Камю и Хемингуэя, Маяковского и Брехта забыли стремительно, и вновь началось сладостное умирание Европы. Помилуйте, это ведь было уже, именно так и было: в короткий промежуток между мировыми войнами – когда Ремарк еще писал про окопы, а Отто Дикс рисовал калек, в этот промежуток, едва достаточный, чтобы перезарядить ружье – уже возник сладостный стиль Наби, уже рука мещанина потянулась к новым обоям. Рассказывают, что Хемингуэй, приехав в Париж 1936 года собирать заем на помощь Испанской республике, был осмеян – никто не понимал: зачем писатель так суетится? Все на редкость хорошо, вот и стиль ар-деко появился (кузен «модерна»), жизнь налаживается, надо лишь понять современность. Именно в то время, когда пресловутая современность балансирует на краю пропасти – и начинаются прогрессивные разговоры о том, что требуется идти в ногу с веком, хотя шагать уже физически некуда. Диккенс как-то описывал старика, женившегося на молоденькой, чтобы начать новую жизнь: «и очень вовремя, так как старой жизни хватило бы ненадолго». Так и югендстиль. Это была декларация молодости, сделанная весьма пожилой особой, умирающей имперской Европой.
Мы понимаем закономерности старения организма; старики часто молодятся – однако они все же не живут вечно, это невозможно. Как вышло, что стиль модерн, свободолюбивая имперская эклектика, не умирает? Почему у модерна нет героев, но стиль все еще живет? Почему спирали мазков Ван Гога превратились в завитушки орнамента? Почему клубящаяся линия революционера Домье стала описывать застолья и банкеты? Почему едкое рисованье Тулуз-Лотрека пригодилось в рекламе шоколада? Почему по рецептам Гогена нарисован военный плакат? Как это возможно: девятнадцатый век прошел в борьбе за то, чтобы научиться говорить прямо – умирающий кричит во весь голос с «Плота «Медузы», а мир искусства его не услышал. Неужели все они напрасно кричали?
Всякий раз, когда мы идем по музеям, мы спотыкаемся в залах XIX века – произошло что-то непонятное в эпоху романтизма, где-то случилась подмена – там, среди рыцарей Делакруа, там, среди васнецовских баталий.
Прекрасное делается таковым, если воплощает правду – потребовалось девятнадцать веков христианской цивилизации, чтобы выговорить эти простые слова. Потребовалось написать много картин, чтобы доказать, что христианская этика и эстетика представляют единое целое, что Дух Божий нисходит на картину, если картина сострадает униженным и оскорбленным. В конце XIX века Домье рассказал про вагон третьего класса, Милле показал, что крестьянин, собирающий хворост, – прекрасен, Сезанн научил, что достоинство бедняка – крепко, как гора Сент-Виктуар. Как же случилось, что категория прекрасного снова отождествила себя с кокоткой и набриолиненным господином? Разве Ван Гог говорил недостаточно громко?

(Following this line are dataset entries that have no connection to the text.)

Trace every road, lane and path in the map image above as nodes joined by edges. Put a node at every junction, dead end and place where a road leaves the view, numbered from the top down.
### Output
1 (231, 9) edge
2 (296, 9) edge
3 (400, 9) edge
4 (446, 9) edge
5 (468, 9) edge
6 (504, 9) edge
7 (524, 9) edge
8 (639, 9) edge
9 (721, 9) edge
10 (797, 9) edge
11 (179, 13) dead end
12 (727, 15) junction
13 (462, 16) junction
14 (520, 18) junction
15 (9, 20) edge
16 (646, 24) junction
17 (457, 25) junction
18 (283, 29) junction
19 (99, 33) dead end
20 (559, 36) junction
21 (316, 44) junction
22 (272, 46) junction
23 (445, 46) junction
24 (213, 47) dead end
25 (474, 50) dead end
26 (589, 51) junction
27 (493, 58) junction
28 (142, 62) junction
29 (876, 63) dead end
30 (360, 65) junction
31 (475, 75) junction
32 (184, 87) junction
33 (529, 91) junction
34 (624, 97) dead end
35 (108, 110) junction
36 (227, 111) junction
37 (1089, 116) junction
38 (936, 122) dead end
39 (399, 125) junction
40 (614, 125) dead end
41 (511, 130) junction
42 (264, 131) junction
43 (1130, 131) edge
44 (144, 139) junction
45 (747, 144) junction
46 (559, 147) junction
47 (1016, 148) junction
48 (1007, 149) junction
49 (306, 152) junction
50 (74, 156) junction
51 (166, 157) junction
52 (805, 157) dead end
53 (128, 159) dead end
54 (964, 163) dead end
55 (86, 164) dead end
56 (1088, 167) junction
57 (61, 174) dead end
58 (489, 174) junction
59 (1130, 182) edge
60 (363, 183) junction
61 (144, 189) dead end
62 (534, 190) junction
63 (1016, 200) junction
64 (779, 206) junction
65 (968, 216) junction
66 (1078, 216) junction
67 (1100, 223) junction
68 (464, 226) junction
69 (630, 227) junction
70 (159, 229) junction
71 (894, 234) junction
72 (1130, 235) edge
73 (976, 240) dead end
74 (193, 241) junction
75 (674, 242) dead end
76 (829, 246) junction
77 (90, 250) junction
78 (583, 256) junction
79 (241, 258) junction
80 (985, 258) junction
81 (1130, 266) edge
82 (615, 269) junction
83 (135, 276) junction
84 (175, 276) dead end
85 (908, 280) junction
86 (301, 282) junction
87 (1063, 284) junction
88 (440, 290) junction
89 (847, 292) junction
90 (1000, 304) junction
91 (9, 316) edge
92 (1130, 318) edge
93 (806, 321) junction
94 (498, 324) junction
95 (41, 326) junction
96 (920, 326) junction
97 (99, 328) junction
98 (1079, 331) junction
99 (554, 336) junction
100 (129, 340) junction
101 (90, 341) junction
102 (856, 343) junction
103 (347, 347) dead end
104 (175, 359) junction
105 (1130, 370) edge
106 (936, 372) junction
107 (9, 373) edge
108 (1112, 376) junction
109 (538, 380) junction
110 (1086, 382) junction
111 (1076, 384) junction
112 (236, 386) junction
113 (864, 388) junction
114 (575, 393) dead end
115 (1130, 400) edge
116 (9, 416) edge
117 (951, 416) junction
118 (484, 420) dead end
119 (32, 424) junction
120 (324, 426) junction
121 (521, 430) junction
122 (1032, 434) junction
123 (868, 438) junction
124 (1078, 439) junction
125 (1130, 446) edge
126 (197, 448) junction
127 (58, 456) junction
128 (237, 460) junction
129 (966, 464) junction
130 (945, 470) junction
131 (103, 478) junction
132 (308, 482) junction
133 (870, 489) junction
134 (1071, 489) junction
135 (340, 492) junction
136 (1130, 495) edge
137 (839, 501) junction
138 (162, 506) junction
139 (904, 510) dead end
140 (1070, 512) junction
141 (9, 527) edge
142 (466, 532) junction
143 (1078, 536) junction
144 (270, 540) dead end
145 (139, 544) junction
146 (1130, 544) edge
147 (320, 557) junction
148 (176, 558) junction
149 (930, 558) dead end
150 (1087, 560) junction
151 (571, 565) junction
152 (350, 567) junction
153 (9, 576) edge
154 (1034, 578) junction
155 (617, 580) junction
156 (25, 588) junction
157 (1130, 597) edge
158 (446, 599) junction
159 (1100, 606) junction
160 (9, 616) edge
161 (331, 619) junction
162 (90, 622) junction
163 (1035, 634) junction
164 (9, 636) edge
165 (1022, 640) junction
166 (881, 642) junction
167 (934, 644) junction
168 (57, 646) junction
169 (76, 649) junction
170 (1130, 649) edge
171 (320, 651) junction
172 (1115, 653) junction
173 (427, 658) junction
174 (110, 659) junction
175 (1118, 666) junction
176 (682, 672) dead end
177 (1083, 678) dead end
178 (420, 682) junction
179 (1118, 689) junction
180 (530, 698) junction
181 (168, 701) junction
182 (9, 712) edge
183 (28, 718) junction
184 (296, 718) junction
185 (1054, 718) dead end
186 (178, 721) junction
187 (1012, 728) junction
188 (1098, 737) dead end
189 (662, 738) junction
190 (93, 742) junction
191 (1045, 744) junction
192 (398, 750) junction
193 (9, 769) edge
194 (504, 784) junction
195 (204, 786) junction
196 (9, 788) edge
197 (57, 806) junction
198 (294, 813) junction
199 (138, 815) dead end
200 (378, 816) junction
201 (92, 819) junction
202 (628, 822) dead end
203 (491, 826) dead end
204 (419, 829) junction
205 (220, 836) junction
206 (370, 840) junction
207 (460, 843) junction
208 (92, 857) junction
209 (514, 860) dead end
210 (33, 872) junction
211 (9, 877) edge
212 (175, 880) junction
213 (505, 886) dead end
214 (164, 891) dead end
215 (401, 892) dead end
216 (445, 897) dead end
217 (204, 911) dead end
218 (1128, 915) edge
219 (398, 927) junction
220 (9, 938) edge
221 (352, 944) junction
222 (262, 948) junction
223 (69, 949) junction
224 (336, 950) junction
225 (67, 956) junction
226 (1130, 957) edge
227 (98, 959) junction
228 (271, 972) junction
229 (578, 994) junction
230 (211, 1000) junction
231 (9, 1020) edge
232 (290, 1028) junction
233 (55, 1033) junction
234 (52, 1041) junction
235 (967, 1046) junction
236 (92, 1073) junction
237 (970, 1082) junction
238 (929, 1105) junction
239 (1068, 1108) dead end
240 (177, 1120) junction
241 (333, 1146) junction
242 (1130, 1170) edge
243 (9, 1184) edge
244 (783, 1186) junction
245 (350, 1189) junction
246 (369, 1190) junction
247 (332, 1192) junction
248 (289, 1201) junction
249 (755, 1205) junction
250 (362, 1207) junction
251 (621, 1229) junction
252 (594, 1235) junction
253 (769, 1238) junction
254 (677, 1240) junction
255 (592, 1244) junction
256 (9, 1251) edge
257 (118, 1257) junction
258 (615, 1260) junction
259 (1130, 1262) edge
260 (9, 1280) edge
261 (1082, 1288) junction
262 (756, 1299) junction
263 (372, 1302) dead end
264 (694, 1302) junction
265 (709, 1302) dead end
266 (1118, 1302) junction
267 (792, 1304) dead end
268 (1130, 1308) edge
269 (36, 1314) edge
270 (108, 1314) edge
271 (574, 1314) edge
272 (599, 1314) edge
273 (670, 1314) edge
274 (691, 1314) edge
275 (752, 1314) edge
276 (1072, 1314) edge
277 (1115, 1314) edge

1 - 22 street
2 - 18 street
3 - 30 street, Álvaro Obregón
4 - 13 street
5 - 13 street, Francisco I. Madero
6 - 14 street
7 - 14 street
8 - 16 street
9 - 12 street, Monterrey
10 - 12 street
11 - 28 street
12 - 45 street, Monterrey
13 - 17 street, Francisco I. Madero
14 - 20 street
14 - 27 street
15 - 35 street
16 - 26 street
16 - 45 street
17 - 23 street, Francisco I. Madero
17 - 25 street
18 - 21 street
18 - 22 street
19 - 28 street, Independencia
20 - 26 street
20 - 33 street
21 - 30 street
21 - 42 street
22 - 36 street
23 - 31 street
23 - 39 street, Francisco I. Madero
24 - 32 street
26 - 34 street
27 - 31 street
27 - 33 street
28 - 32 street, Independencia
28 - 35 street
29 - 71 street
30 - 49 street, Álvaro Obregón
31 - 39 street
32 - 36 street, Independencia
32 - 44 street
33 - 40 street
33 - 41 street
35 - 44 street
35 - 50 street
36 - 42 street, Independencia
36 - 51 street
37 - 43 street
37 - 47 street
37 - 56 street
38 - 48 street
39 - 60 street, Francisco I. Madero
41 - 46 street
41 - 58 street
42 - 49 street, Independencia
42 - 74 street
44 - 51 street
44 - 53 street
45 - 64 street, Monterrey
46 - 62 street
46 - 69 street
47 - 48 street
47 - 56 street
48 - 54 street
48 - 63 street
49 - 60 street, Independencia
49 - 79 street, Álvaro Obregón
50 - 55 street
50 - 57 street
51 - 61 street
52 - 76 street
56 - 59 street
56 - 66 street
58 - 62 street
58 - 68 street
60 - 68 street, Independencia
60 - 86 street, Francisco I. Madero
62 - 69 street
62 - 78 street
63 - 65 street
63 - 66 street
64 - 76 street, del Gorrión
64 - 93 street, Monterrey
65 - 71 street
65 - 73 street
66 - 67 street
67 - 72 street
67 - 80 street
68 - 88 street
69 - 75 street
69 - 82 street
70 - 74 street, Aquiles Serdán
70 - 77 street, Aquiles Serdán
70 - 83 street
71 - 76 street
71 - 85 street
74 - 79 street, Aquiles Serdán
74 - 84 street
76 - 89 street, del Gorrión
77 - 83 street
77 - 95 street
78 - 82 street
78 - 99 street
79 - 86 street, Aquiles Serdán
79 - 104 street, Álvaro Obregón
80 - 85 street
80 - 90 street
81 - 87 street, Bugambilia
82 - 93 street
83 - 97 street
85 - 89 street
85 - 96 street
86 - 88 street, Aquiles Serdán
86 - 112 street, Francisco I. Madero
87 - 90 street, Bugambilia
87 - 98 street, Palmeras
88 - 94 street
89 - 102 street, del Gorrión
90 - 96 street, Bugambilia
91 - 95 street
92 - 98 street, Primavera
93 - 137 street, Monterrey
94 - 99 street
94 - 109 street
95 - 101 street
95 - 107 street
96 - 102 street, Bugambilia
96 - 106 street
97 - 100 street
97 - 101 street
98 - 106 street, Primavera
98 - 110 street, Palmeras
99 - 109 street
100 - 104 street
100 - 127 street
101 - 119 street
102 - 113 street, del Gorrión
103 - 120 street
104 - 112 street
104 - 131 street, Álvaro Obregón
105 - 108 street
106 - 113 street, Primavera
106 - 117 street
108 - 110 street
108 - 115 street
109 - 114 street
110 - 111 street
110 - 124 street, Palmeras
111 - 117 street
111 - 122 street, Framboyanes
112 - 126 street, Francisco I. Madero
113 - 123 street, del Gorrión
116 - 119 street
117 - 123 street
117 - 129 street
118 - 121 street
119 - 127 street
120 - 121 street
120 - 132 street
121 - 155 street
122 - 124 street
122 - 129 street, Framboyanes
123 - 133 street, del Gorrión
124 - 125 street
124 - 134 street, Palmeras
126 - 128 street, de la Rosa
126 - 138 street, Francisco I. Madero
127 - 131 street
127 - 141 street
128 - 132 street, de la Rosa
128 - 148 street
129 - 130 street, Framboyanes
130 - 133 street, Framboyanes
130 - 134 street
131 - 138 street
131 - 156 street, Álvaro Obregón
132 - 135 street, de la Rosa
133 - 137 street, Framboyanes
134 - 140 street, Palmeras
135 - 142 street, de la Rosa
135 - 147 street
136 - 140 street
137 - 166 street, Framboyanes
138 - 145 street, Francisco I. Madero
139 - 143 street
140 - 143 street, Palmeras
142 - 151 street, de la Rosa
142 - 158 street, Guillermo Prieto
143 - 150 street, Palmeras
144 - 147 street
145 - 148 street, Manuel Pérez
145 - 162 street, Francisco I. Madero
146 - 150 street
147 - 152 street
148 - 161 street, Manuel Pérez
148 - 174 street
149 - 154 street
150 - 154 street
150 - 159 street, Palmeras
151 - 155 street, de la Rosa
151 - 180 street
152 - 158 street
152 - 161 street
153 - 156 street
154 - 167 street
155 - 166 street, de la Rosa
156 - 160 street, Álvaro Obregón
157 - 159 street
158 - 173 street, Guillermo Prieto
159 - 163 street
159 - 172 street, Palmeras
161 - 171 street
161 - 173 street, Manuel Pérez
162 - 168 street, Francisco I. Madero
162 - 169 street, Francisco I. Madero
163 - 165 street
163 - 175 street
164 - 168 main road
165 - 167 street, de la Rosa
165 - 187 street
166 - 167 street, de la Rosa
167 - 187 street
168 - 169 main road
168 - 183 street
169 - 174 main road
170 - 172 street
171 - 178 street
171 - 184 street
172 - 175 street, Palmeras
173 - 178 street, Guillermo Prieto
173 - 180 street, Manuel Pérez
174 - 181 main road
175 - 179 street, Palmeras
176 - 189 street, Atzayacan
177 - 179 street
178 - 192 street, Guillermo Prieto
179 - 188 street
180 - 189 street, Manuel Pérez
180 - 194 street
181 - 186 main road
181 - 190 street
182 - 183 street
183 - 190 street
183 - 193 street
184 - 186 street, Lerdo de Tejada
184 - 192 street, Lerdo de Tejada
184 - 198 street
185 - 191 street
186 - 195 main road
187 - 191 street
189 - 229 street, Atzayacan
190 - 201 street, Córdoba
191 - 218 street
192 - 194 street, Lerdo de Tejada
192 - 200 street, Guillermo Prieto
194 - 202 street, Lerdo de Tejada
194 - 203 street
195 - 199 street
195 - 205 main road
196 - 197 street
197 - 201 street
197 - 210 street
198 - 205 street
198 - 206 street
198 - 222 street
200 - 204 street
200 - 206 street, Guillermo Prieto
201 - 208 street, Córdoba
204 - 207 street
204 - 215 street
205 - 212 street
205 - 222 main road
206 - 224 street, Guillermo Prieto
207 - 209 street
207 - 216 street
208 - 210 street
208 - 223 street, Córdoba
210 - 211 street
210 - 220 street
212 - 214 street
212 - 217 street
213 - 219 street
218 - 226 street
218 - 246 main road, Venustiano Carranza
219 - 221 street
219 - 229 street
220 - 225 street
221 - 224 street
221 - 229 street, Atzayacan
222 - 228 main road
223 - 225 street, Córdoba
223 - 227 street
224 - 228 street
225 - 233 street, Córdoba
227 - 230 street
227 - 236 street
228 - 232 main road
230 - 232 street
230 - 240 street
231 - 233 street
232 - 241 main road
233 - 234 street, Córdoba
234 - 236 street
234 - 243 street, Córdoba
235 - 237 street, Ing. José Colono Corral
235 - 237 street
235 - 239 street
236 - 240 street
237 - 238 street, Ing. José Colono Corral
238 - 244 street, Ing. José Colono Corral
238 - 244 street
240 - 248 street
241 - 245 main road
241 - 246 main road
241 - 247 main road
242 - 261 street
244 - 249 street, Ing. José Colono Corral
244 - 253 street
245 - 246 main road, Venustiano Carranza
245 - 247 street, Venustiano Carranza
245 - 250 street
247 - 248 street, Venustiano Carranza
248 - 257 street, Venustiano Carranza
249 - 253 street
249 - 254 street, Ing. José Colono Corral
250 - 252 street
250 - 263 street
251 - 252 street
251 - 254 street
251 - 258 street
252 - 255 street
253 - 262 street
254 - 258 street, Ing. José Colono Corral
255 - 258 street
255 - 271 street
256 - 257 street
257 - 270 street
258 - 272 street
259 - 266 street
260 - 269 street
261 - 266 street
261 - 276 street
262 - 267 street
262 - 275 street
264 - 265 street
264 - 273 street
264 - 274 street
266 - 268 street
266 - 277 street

И как тот самый солдат Первой мировой, спросивший историка Марка Блока «неужели история нас обманула?» – мы обращаемся к романтикам, ведь они пообещали нам, что свобода возможна – восстание началось с Делакруа.
Рубеж проходит по залам Эжена Делакруа, наиболее значимого художника Франции и всего европейского искусства. Делакруа столь же необходим для понимания Нового времени, как Микеланджело для эпохи Ренессанса, он соединил столько страстей, что его именем клялись и новаторы, и консерваторы. Палитра контрастов досталась от него Ван Гогу, тип крутобедрой красавицы – Майолю, алжирские мотивы – Матиссу, гедонизм – Дали, гражданственность – Пикассо, мистицизм – Редону, христианская тема – Руо. В его творчестве все переплеталось так непринужденно, что вы никогда не скажете, что имеются противоречия, даже принципиальный конфликт с Энгром был мнимым: между «Турецкими банями» и «Алжирскими женщинами» – противоречия не кричащие. Делакруа был одновременно и художником Империи, и певцом свободы, – это он подготовил всеядность стиля «модерн». Делакруа был защитником независимости («Резня на Хиосе»), впрочем, он был и певцом колониализма («Алжирские женщины» не чувствуют ущемления прав). Салонные художники подражали ему, но и независимый Сезанн считал его своим учителем. Однажды Сезанн пошел на Эмиля Бернара с кулаками, когда тот обмолвился, что Делакруа написал нечто «случайно». «Несчастный, – крикнул Сезанн, – как ты мог сказать, что Делакруа писал случайно?!» Неслучайным было и то, что Делакруа научил всех, причем революционеров учил революции, а контрреволюционеров – контрреволюции.